Michael “wrote the book” on understanding consumers. Literally. Hundreds of thousands of business students have learned about Marketing from his books including Consumer Behavior: Buying, Having, and Being -- the most widely used book on the subject in the world.
Michael’s mantra: We don’t buy products because of what they do. We buy them because of what they mean. He advises global clients in leading industries such as apparel and footwear (Calvin Klein, Levi Strauss, Under Armour, Timberland), financial services and e-commerce (eBay, Progressive), CPG (Procter & Gamble, Campbell’s), retailing (H&M), sports (Philadelphia Eagles), manufacturing (DuPont, PP&G) and transportation (BMW, United Airlines) on marketing strategies to make them more consumer-centric. He regularly appears on television shows including The Today Show, Good Morning America and CNN to comment on consumer issues, and he is frequently quoted in major media outlets such as The New York Times, USA Today, Adweek and Time. He writes for Forbes.com on marketing and consumer behavior topics. Michael's latest book is The New Chameleons: Connecting with Consumers Who Defy Categorization (London: Kogan Page, 2021).
As a Professor of Marketing (in the Haub School of Business at Saint Joseph’s University in Philadelphia) and an industry consultant, Michael combines cutting-edge academic theory with actionable real-world strategies. He helps managers get inside the heads of their customers so they can anticipate and satisfy their deepest and most pressing needs – today and tomorrow. An executive at Subaru said it best: “The man is a scholar who is current and street-wise.”

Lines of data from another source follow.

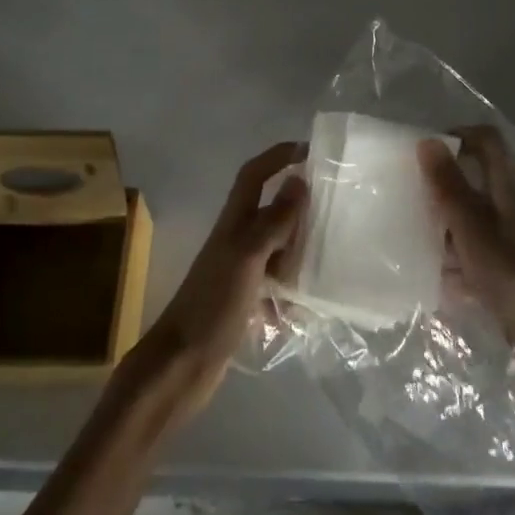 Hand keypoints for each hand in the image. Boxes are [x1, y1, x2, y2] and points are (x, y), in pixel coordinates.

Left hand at [131, 141, 306, 418]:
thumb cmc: (213, 304)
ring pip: (277, 249)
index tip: (309, 150)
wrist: (181, 365)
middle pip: (270, 210)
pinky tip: (306, 311)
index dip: (278, 156)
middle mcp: (237, 239)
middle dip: (298, 208)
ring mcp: (240, 272)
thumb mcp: (248, 256)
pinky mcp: (244, 302)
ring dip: (298, 255)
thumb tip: (299, 180)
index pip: (255, 174)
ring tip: (327, 265)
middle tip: (332, 213)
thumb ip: (274, 220)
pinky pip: (275, 287)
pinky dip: (291, 295)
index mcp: (234, 222)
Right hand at [419, 127, 514, 361]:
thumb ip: (448, 185)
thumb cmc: (510, 272)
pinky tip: (438, 277)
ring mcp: (514, 236)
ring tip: (417, 237)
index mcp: (507, 186)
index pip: (486, 140)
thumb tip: (428, 141)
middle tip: (414, 194)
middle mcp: (513, 204)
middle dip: (444, 184)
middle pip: (476, 178)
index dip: (458, 135)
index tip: (426, 151)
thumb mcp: (470, 226)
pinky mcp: (512, 266)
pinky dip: (457, 257)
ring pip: (474, 215)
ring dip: (447, 222)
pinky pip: (477, 250) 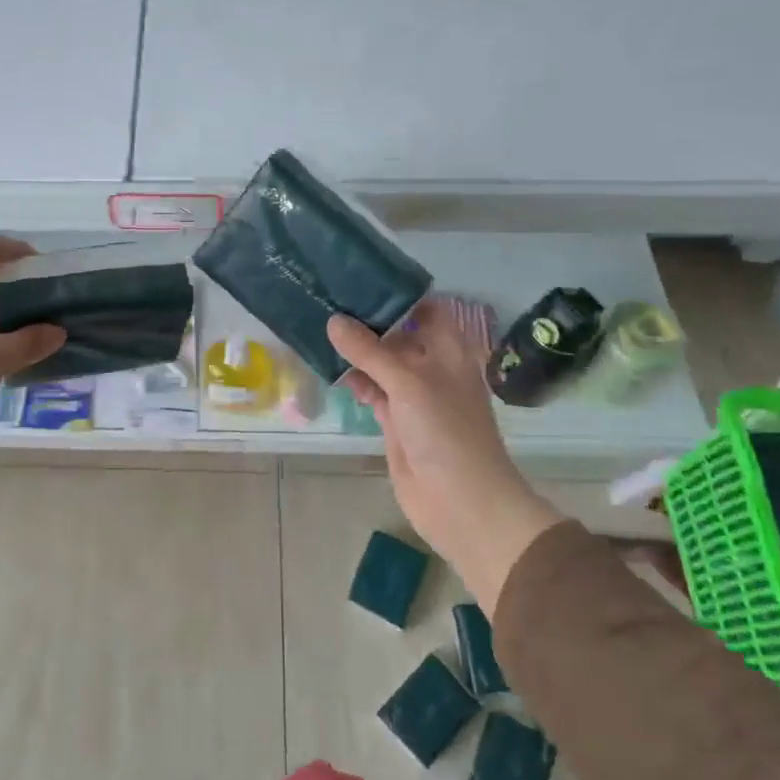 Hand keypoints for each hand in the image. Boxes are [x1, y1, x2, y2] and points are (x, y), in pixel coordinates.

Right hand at [328, 307, 561, 608]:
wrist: (461, 502)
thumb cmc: (445, 431)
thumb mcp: (408, 383)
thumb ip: (370, 351)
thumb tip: (334, 320)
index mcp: (448, 351)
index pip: (424, 309)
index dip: (396, 294)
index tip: (359, 277)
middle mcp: (432, 367)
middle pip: (398, 335)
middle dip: (367, 321)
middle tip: (327, 297)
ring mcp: (413, 396)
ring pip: (381, 364)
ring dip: (356, 352)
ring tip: (318, 326)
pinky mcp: (396, 421)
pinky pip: (372, 391)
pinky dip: (354, 381)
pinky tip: (329, 367) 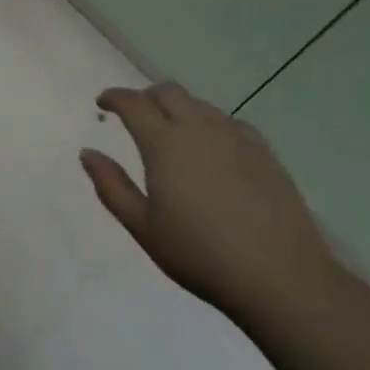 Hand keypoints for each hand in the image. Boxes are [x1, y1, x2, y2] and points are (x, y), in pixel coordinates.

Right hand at [82, 82, 337, 319]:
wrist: (281, 277)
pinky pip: (227, 122)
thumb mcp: (144, 227)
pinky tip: (212, 151)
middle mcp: (198, 127)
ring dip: (178, 109)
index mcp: (164, 142)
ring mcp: (235, 136)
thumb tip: (88, 153)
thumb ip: (111, 186)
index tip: (103, 103)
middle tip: (136, 116)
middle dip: (146, 97)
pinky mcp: (263, 151)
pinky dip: (209, 124)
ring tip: (173, 135)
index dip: (114, 98)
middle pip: (168, 92)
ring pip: (199, 104)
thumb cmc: (201, 255)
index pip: (133, 102) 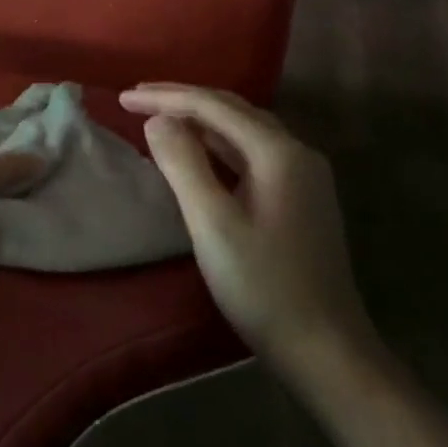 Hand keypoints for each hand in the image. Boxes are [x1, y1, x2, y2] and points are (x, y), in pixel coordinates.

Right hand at [120, 83, 373, 387]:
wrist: (325, 349)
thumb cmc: (262, 286)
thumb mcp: (212, 223)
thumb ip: (183, 164)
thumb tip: (157, 120)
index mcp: (278, 152)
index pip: (214, 106)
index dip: (165, 97)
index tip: (122, 98)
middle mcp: (297, 152)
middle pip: (232, 110)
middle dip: (182, 100)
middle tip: (136, 99)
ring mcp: (303, 176)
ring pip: (243, 131)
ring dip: (200, 120)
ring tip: (158, 117)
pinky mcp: (299, 198)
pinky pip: (251, 153)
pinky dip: (217, 144)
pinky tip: (198, 152) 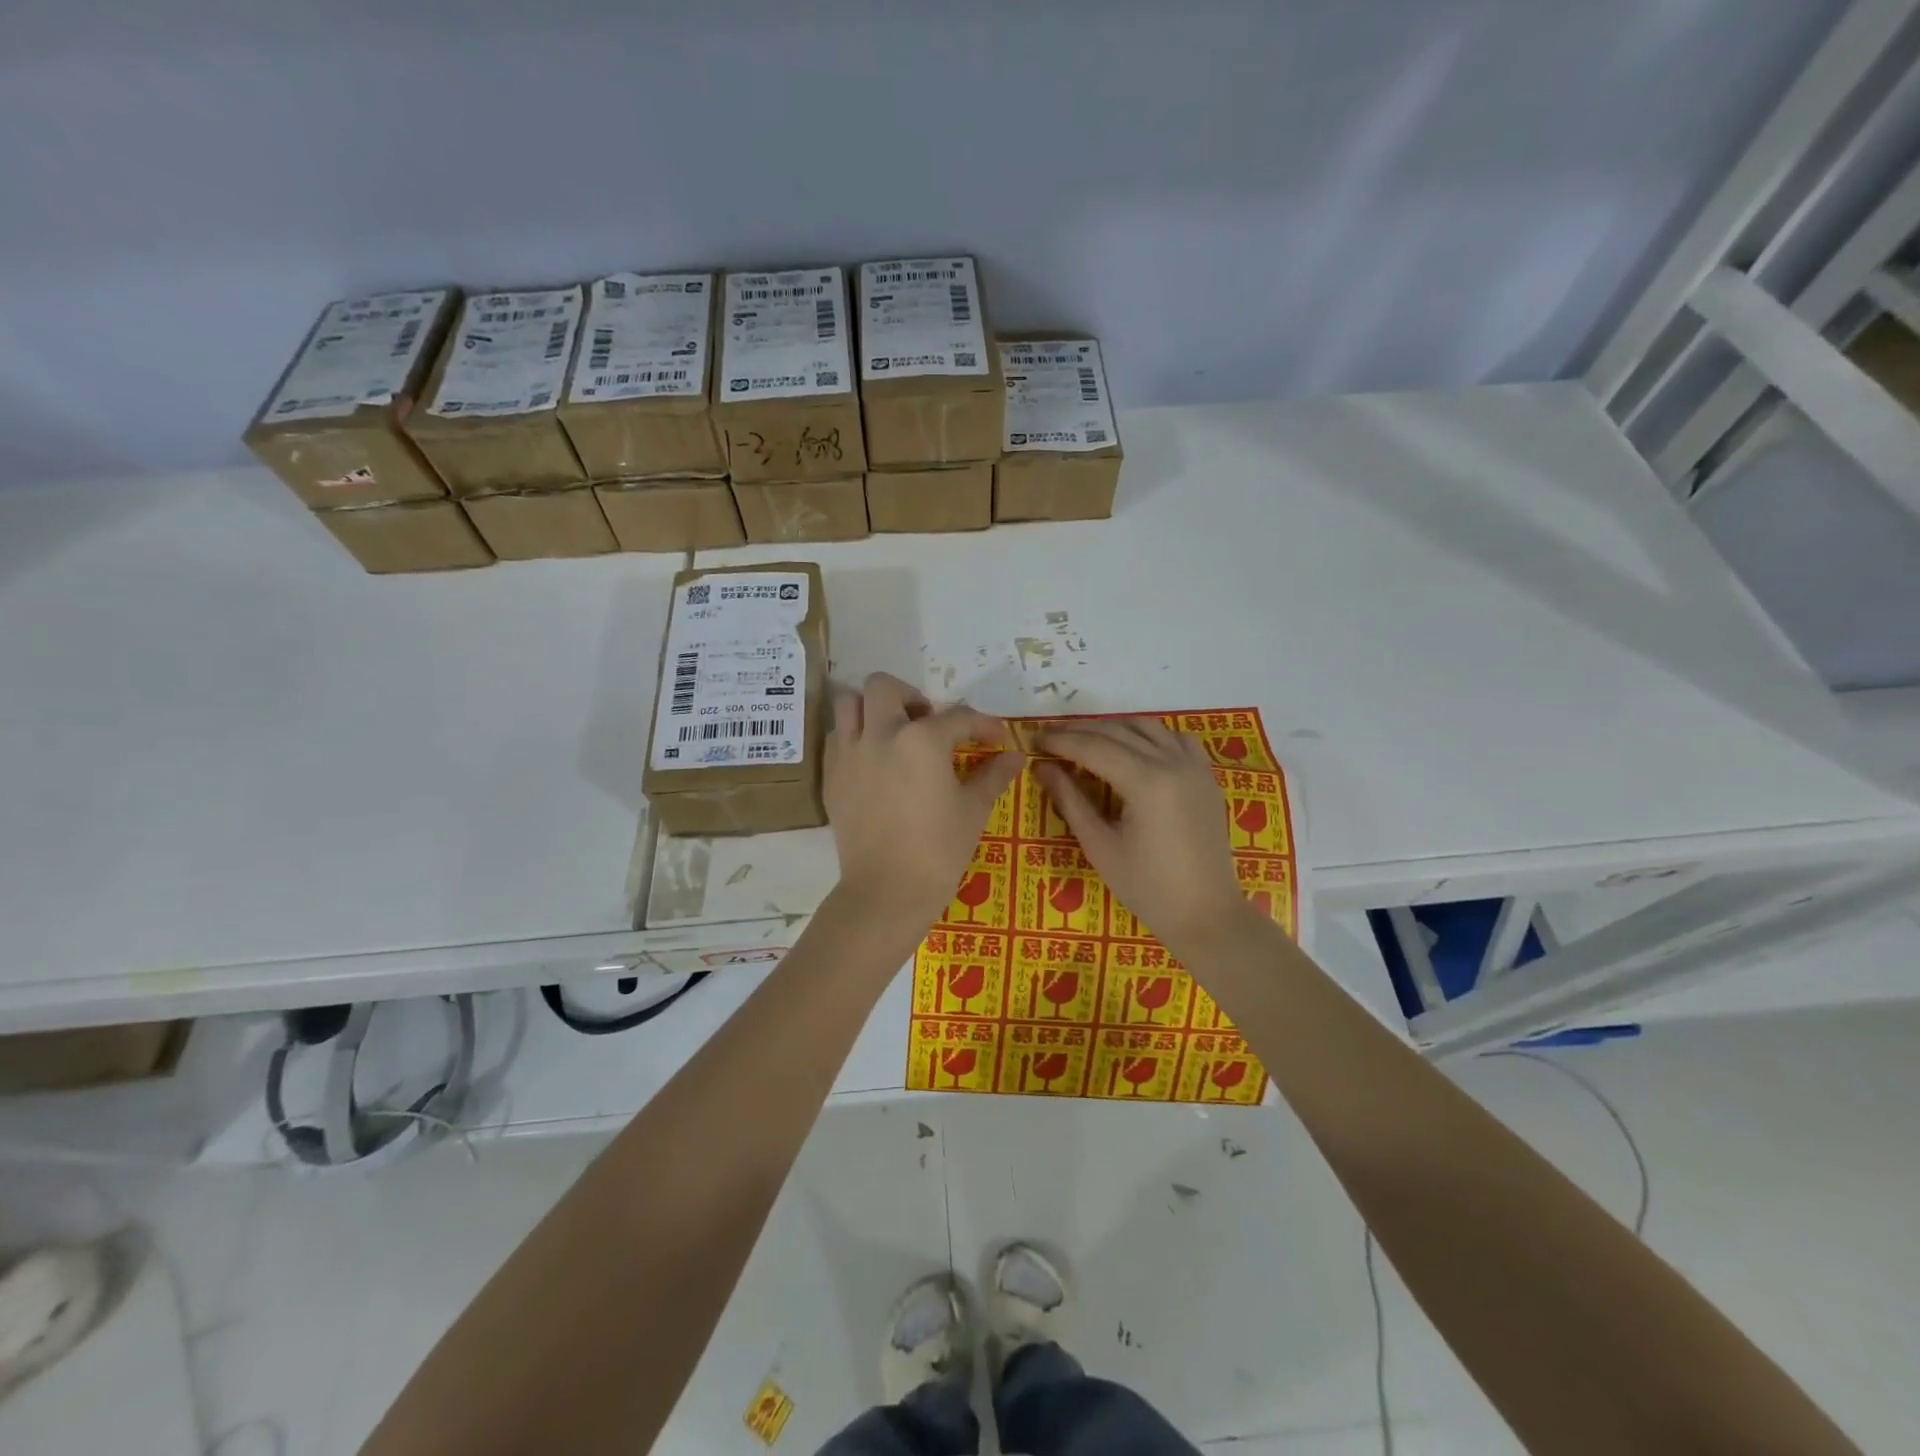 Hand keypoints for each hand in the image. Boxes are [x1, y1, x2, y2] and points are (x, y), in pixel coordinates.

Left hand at [824, 673, 1023, 935]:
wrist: (886, 892)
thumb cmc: (938, 851)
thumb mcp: (973, 810)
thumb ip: (993, 775)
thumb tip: (1015, 756)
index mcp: (922, 739)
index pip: (958, 717)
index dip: (983, 724)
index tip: (996, 738)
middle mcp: (880, 734)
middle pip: (885, 687)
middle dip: (910, 696)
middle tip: (927, 722)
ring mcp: (849, 754)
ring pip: (849, 704)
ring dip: (872, 709)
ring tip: (892, 733)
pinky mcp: (831, 776)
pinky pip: (836, 738)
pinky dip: (853, 737)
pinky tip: (872, 760)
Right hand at [1036, 718, 1254, 953]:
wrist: (1206, 914)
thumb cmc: (1147, 888)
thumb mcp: (1099, 846)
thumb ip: (1070, 801)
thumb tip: (1042, 768)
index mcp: (1147, 782)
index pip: (1093, 747)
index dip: (1060, 740)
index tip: (1033, 740)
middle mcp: (1172, 763)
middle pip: (1117, 731)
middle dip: (1079, 731)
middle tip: (1050, 738)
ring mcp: (1194, 766)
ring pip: (1146, 727)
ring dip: (1112, 728)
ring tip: (1085, 741)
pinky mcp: (1206, 775)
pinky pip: (1175, 738)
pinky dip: (1148, 735)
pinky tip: (1132, 748) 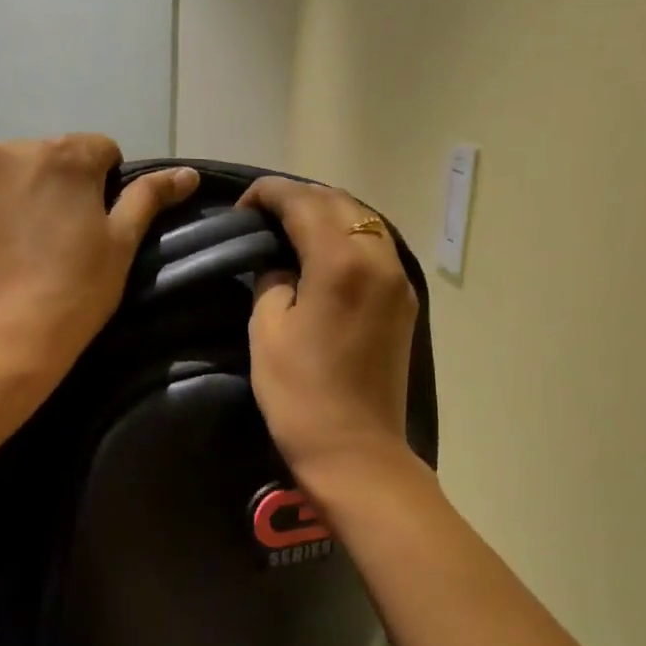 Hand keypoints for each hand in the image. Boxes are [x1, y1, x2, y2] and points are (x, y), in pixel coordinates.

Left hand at [0, 136, 197, 389]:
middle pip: (44, 160)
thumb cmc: (74, 293)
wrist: (2, 343)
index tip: (97, 224)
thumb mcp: (121, 245)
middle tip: (56, 240)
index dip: (104, 185)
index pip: (98, 150)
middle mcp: (8, 151)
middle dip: (54, 187)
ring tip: (15, 250)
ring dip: (11, 199)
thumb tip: (187, 172)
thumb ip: (150, 198)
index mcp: (63, 155)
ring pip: (0, 178)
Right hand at [241, 177, 418, 482]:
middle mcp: (378, 259)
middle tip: (262, 216)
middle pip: (338, 202)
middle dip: (298, 198)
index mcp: (341, 261)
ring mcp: (398, 280)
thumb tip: (282, 265)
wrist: (356, 451)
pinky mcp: (404, 303)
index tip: (241, 207)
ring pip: (363, 221)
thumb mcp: (267, 331)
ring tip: (289, 230)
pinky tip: (321, 254)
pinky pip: (375, 248)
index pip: (303, 202)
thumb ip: (272, 280)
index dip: (268, 194)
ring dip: (326, 215)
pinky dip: (346, 238)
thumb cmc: (301, 395)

Michael is passionate about the extraordinary world of the ordinary consumer. He brings humor and arresting visuals to his keynotes to show how everyday behaviors are much more meaningful than you thought – and an essential pathway to grabbing the attention and loyalty of your customers. The marketing guru Philip Kotler summed it up when he stated, “Solomon has the mind of a scientist and the writing flair of a journalist.”